In this exercise you will work with the PreTenderingExtensionImplementation process you already generated in the Create a POS Extension tutorial. You will navigate from its Prompt State to the React component that renders it, make a change, and verify it in the POS.

What you will learn

  • How a Prompt State in an Application Process maps to a React component.
  • How to edit a UI extension and verify the chnage.

Pre-requisites

Exercises

Open the Generated Process

  • Open TrainingPOSExtension/src/META-INF/deployments/Process/Pos/Sale/PreTenderingExtensionImplementation_1.0.xml in the Application Process Editor.

The generated process contains a State, a Prompt State, an Assign action and an End Process — the same template you saw when the Pre SignOn extension was generated.

GeneratedProcess

The Prompt State is linked to a React component through its URL property.
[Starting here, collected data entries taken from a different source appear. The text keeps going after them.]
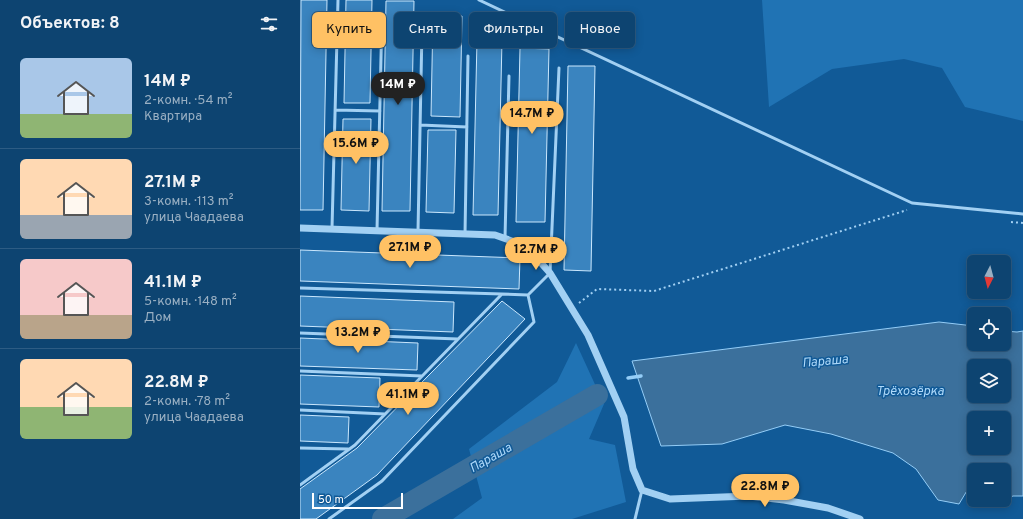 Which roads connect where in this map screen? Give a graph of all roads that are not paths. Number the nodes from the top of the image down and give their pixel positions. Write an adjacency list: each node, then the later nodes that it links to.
1 (338, 0): 8 (lane)
2 (479, 0): 12 (lane)
3 (381, 48): 9 (lane)
4 (422, 48): 10 (lane)
5 (468, 56): 11 (lane)
6 (559, 68): 19 (lane)
7 (509, 76): 18 (lane)
8 (335, 110): 9 (lane); 14 (lane)
9 (380, 111): 15 (lane)
10 (420, 125): 11 (lane); 16 (lane)
11 (467, 127): 17 (lane)
12 (1023, 214)
13 (300, 228): 14 (street)
14 (332, 230): 15 (street)
15 (377, 231): 16 (street)
16 (418, 232): 17 (street)
17 (465, 234): 18 (street)
18 (505, 238): 19 (street)
19 (550, 273): 22 (lane); 32 (street)
20 (300, 288): 21 (lane)
21 (502, 294): 22 (lane); 24 (lane)
22 (528, 295): 33 (lane)
23 (300, 333): 24 (lane)
24 (458, 339): 26 (lane)
25 (300, 371): 26 (lane)
26 (422, 376): 28 (lane)
27 (300, 410): 28 (lane)
28 (385, 414): 30 (lane)
29 (300, 448): 30 (lane)
30 (348, 450): 31 (lane)
31 (300, 485)
32 (642, 490): 34 (lane); 35 (street)
33 (329, 519)
34 (635, 519)
35 (860, 519) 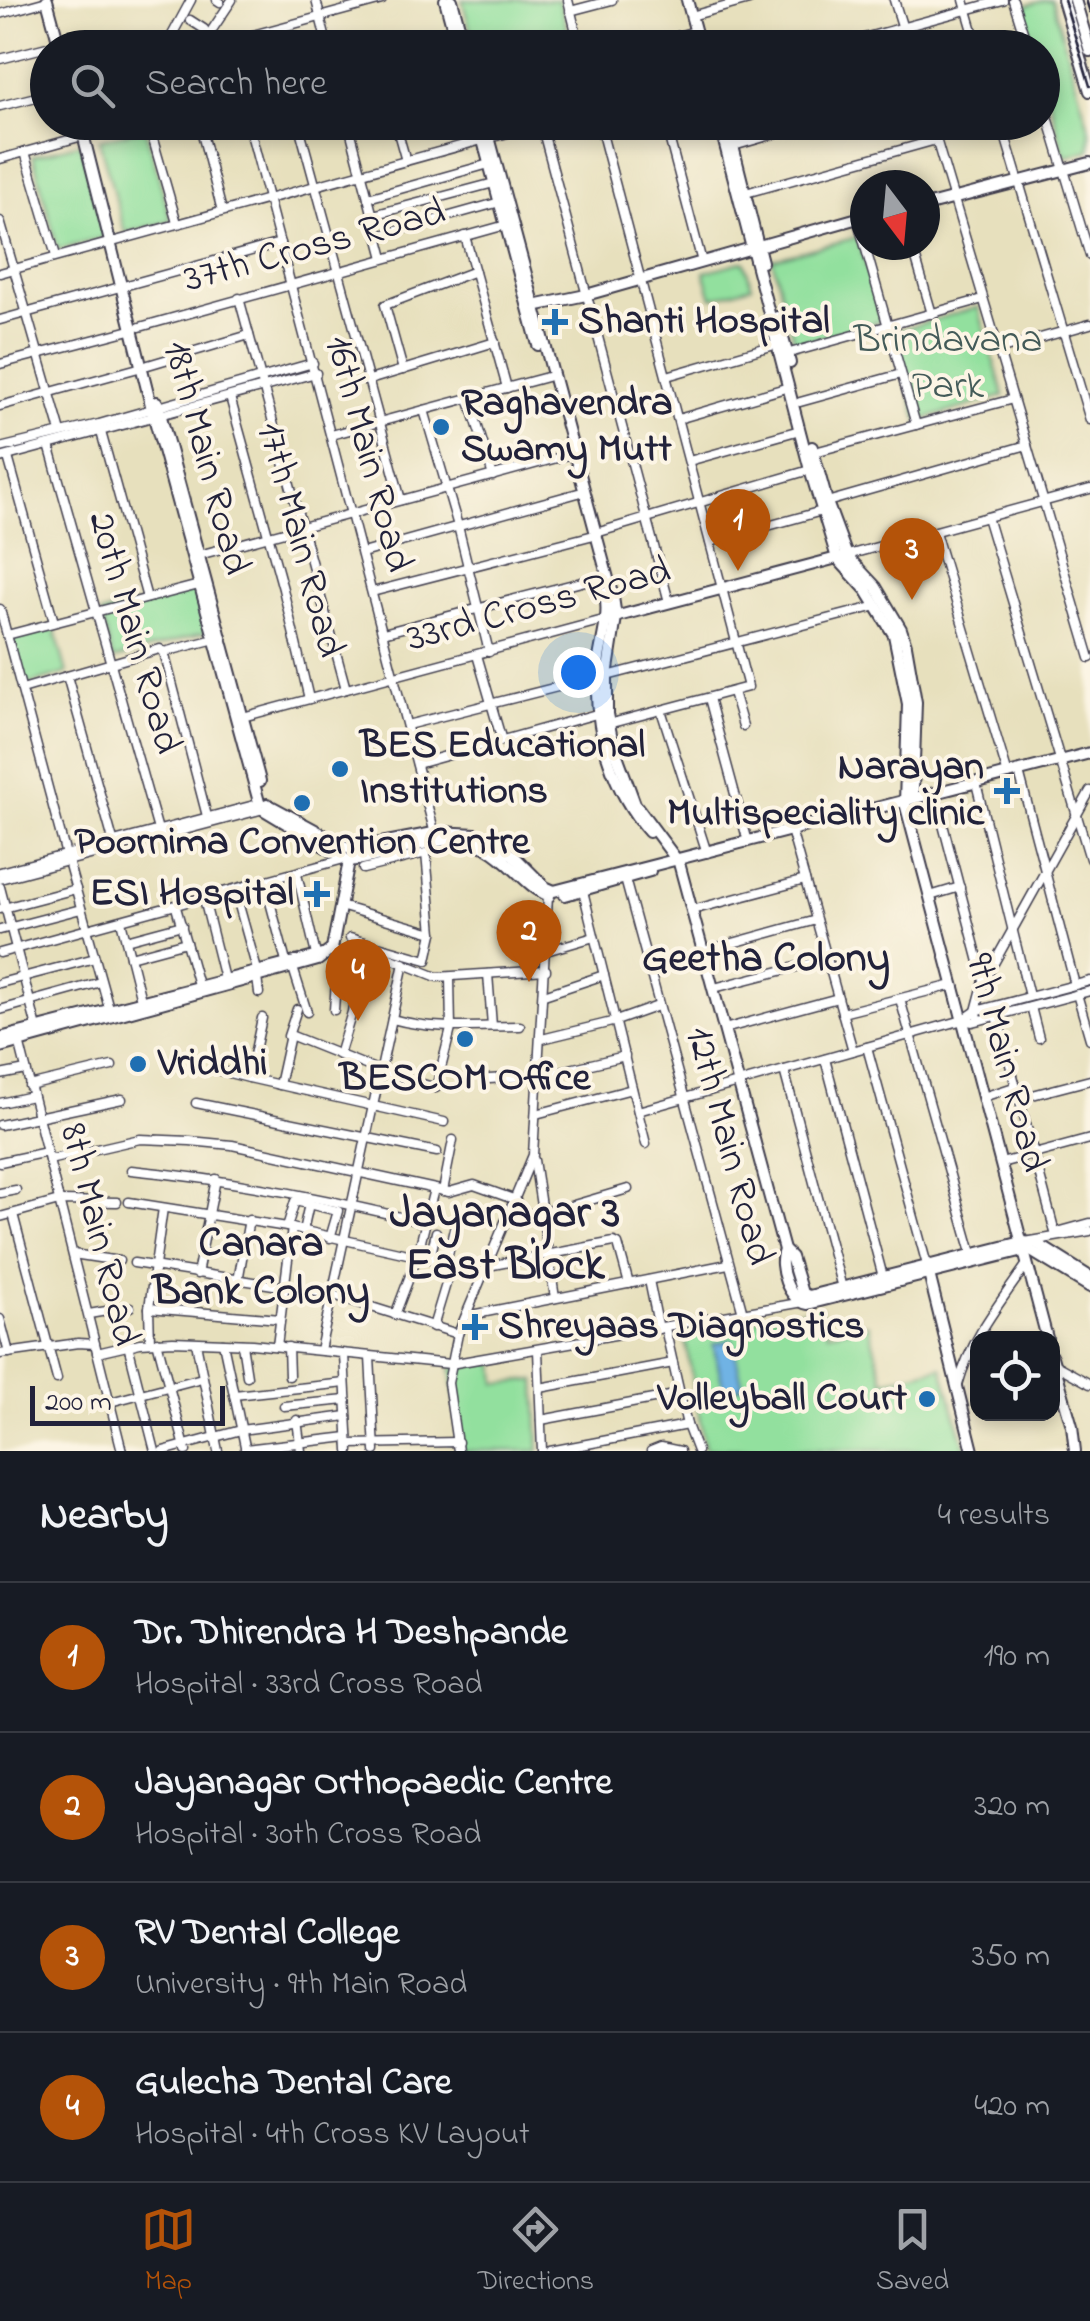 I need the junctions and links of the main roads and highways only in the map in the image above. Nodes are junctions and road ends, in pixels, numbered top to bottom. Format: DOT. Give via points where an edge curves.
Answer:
graph roads {
  1 [pos="449,0"];
  2 [pos="690,0"];
  3 [pos="1063,0"];
  4 [pos="1075,0"];
  5 [pos="47,1"];
  6 [pos="694,16"];
  7 [pos="55,30"];
  8 [pos="456,30"];
  9 [pos="695,30"];
  10 [pos="698,30"];
  11 [pos="1090,50"];
  12 [pos="1090,91"];
  13 [pos="85,140"];
  14 [pos="486,140"];
  15 [pos="486,140"];
  16 [pos="727,140"];
  17 [pos="1090,160"];
  18 [pos="940,199"];
  19 [pos="850,223"];
  20 [pos="756,249"];
  21 [pos="532,309"];
  22 [pos="782,349"];
  23 [pos="156,412"];
  24 [pos="810,453"];
  25 [pos="593,535"];
  26 [pos="842,557"];
  27 [pos="612,618"];
  28 [pos="217,638"];
  29 [pos="602,676"];
  30 [pos="1090,752"];
  31 [pos="905,803"];
  32 [pos="262,805"];
  33 [pos="435,837"];
  34 [pos="347,860"];
  35 [pos="677,862"];
  36 [pos="257,974"];
  37 [pos="18,1037"];
  38 [pos="0,1038"];
  39 [pos="0,1047"];
  40 [pos="1023,1246"];
  41 [pos="1036,1258"];
  42 [pos="928,1270"];
  43 [pos="1090,1277"];
  44 [pos="1090,1287"];
  45 [pos="801,1299"];
  46 [pos="1046,1331"];
  47 [pos="1060,1385"];
  48 [pos="973,1451"];
  49 [pos="1074,1451"];
  1 -- 8 [label="main road"];
  2 -- 6 [label="main road"];
  3 -- 12 [label="main road"];
  4 -- 11 [label="main road"];
  5 -- 7 [label="main road"];
  6 -- 9 [label="main road"];
  6 -- 10 [label="main road"];
  13 -- 23 [label="main road, 18th Main Road"];
  14 -- 21 [label="main road"];
  15 -- 21 [label="main road"];
  16 -- 20 [label="main road, 9th Main Road"];
  17 -- 18 [label="main road"];
  19 -- 20 [label="main road"];
  20 -- 21 [label="main road"];
  20 -- 22 [label="main road, 9th Main Road"];
  21 -- 25 [label="main road"];
  21 -- 25 [label="main road"];
  22 -- 24 [label="main road, 9th Main Road"];
  22 -- 24 [label="main road, 9th Main Road"];
  23 -- 28 [label="main road, 18th Main Road"];
  23 -- 28 [label="main road, 18th Main Road"];
  24 -- 26 [label="main road, 9th Main Road"];
  25 -- 27 [label="main road"];
  25 -- 27 [label="main road"];
  26 -- 27 [label="main road, 33rd Cross Road"];
  26 -- 31 [label="main road, 9th Main Road" via="894,636 908,704"];
  26 -- 31 [label="main road, 9th Main Road" via="876,587 906,646 917,725 913,792"];
  27 -- 29 [label="main road"];
  28 -- 32 [label="main road, 18th Main Road"];
  29 -- 35 [label="main road" via="617,759 635,804"];
  29 -- 35 [label="main road" via="600,713 620,792"];
  30 -- 31 [label="main road"];
  31 -- 35 [label="main road"];
  31 -- 40 [label="main road, 9th Main Road"];
  32 -- 33 [label="main road" via="350,850"];
  32 -- 34 [label="main road"];
  33 -- 34 [label="main road"];
  33 -- 35 [label="main road" via="466,832 486,838 554,890"];
  33 -- 35 [label="main road" via="484,846 548,896"];
  34 -- 36 [label="main road" via="327,953"];
  35 -- 45 [label="main road" via="784,1250 784,1270 791,1294"];
  36 -- 37 [label="main road"];
  36 -- 37 [label="main road" via="108,1008"];
  37 -- 38 [label="main road"];
  37 -- 39 [label="main road"];
  40 -- 41 [label="main road, 9th Main Road"];
  40 -- 41 [label="main road" via="1036,1244"];
  40 -- 42 [label="main road"];
  40 -- 42 [label="main road" via="972,1253"];
  41 -- 43 [label="main road"];
  41 -- 44 [label="main road"];
  41 -- 46 [label="main road, 9th Main Road"];
  42 -- 45 [label="main road"];
  42 -- 45 [label="main road" via="817,1302"];
  42 -- 48 [label="main road"];
  47 -- 49 [label="main road"];
}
Eclipse can jump straight to that component from the Process Editor.

  • Right-click on the Prompt State and choose Go To -> Go To React Component.

GoToReactComponent

  • If more than one component is mapped to the URL, select the one from the extension from the menu that appears.

  • The React component file opens in your configured editor.

Run the POS and Observe the Extension

  • Go to Run -> Run Configurations -> Java Application, select Training React POS and click Run.

  • Once the POS starts, sign on and start a sale.

  • Add '0WXIVEX' item to the basket and click Total to start tendering. The Pre Tendering React prompt should render before the standard tender selection screen.

PreTenderingBefore

Modify the React Component

  • Switch back to the React component file you opened earlier.

  • Make a small visible change — for example, update the heading text to Welcome to Enactor so the change is easy to spot in the POS.

ComponentChange

  • Save the file.

Rebuild and Verify

  • Stop the running POS.

  • Run Run -> Run Configurations -> Maven Build -> MVN Install (TrainingPOSExtension) again and wait for the build to finish.

  • Run Run -> Run Configurations -> Java Application -> Training React POS again.

  • Sign on, start a sale, add an item and click Total as before. The Pre Tendering prompt should now reflect your change.

PreTenderingAfter

Summary

In this exercise, you identified a Prompt State within an existing Application Process, traced it to the corresponding React component responsible for rendering the UI, modified the component, rebuilt the POS Extension using Maven, and verified the changes in the POS.